How does blood help maintain pH?

Blood uses buffers such as bicarbonate and phosphate, along with charged molecules like serum albumin, to resist pH changes.

What are the different parts of the microscope slide orientation question answered in the notes?

The frosted side is the top of a microscope slide; the non-frosted side is the bottom.

What is Diff-Quik and how does it work (in general)?

Diff-Quik is a cytochemical stain that involves three steps: a fixative reagent, eosinophilic staining, and basophilic staining.

Which objective should you start with when viewing something under the microscope?

Begin with the lowest objective, typically 4x.

What is Permount and what is it used for?

Permount is a mounting fluid (resin) used to affix the coverslip to the slide and reduce optical imperfections.

What is the size difference between epithelial cells and bacteria?

Epithelial cells are much larger; bacteria are about 10x smaller than typical plant/animal cells.

What is the difference between swabbing only your cheek and swabbing both your cheek and your teeth?

Cheek only yields mainly epithelial cells; cheek and teeth yields cells plus particulates like food, saliva, and many more bacteria.

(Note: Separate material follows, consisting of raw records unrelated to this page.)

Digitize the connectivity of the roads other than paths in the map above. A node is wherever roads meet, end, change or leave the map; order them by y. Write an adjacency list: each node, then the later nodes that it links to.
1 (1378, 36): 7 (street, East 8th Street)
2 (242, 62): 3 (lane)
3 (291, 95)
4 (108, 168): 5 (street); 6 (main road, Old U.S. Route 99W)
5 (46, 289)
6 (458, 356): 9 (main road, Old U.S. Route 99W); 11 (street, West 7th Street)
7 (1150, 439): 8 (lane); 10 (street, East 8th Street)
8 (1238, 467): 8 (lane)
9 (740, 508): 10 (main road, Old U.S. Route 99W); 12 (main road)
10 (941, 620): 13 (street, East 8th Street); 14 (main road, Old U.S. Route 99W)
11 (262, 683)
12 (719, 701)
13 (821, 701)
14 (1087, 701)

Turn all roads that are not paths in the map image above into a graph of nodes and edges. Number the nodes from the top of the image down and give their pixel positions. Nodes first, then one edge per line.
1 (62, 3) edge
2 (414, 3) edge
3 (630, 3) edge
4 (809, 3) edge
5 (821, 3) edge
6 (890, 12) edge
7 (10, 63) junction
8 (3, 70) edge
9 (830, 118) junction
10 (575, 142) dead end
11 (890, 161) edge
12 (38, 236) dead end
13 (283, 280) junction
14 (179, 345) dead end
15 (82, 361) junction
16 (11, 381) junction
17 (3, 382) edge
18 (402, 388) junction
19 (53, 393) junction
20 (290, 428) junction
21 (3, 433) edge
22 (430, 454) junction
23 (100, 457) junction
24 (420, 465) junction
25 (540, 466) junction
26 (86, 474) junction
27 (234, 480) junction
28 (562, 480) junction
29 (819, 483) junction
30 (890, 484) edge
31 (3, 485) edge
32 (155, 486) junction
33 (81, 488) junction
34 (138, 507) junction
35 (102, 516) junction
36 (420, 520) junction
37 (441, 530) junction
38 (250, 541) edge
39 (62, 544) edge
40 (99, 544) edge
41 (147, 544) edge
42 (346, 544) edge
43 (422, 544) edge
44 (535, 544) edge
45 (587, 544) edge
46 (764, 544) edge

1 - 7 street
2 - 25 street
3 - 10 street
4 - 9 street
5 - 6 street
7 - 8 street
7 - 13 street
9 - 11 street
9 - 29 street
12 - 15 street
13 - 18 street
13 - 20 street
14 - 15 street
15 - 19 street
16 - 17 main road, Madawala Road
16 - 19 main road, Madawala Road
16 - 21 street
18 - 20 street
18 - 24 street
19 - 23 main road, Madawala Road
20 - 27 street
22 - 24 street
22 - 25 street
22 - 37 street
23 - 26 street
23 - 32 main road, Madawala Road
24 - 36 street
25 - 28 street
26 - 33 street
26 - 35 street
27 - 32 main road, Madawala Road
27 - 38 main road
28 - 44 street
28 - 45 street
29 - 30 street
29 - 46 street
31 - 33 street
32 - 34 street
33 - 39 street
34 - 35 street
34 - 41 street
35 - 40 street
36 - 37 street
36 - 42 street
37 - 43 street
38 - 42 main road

What is the role of the cells on the surface of the oral cavity in preventing infection, and how do they help prevent bacteria from entering the body?

Bacteria adhere to sugars on the surface of the oral cavity, cells containing these sugars shed off and are swallowed; bacteria are then destroyed by stomach acid.

What are serial dilutions and what are they used for?

Serial dilutions are stepwise dilutions used to establish the range in which an instrument can reliably operate and to determine concentrations of unknowns.

What are the step-by-step basic procedures to calibrate and use a spectrophotometer?

Turn on and set to 562 nm; zero transmittance with a blank; place the blank cuvette and adjust transmittance to 100; remove the blank, insert sample, and read absorbance.

What is a spectrophotometer used for?

Measuring the intensity of light that passes through (transmittance) or is absorbed by (absorbance) a sample.

What is the relationship between transmittance and absorbance?

They are inversely related: as transmittance increases, absorbance decreases, and vice versa (A = −log(T); T = 10^(−A)).

Why do we use absorbance instead of transmittance in many analyses?

Absorbance vs concentration is linear, making it easier to analyze data and create a line of best fit.

What does BCA stand for and how does the BCA assay work, including why we incubate?

BCA stands for Bicinchoninic acid. It binds Cu+ ions, causing a color change proportional to protein amount; incubation allows complete chelation and color development.

What does BSA stand for, and what is its role relative to BCA?

BSA stands for Bovine Serum Albumin. It is the protein used to create standards for the assay; BCA is the reagent that generates color with protein.

What wavelength should be set on the spectrophotometer for the BCA assay, and why?

562 nm, because the BCA-Cu+ complex absorbs strongly at this wavelength.

How can you use the standard curve in a protein concentration assay?

Plot concentration versus absorbance to create a standard curve; use the unknown absorbance to interpolate its concentration from the curve.

What is the difference between in vivo and in vitro?

In vivo means the study is conducted in a living organism; in vitro means the study is conducted outside a living organism, in a test tube or dish.

How are tissues/embryos prepared for microscopic examination (general workflow mentioned in pre-lab)?

Harvest from animals; chemically fix to preserve; embed in paraffin wax; cut into thin sections; float on water; mount on slides; melt/remove wax; stain; air-dry; coverslip.

What are the sagittal, frontal/coronal, and transverse planes?

Sagittal: plane from the forehead to the chin (z-axis). Frontal/Coronal: plane from one ear to the other (y-axis). Transverse: horizontal plane around the stomach/gut (x-axis).

How do early-stage and late-stage mouse embryos differ?

Early-stage embryos are smaller with less complex structures; late-stage embryos are larger and more complex.

Why might some parts of a mouse embryo undergo apoptosis during development?

To remove cells and sculpt structures, enabling the formation of more intricate anatomy (e.g., shaping digits).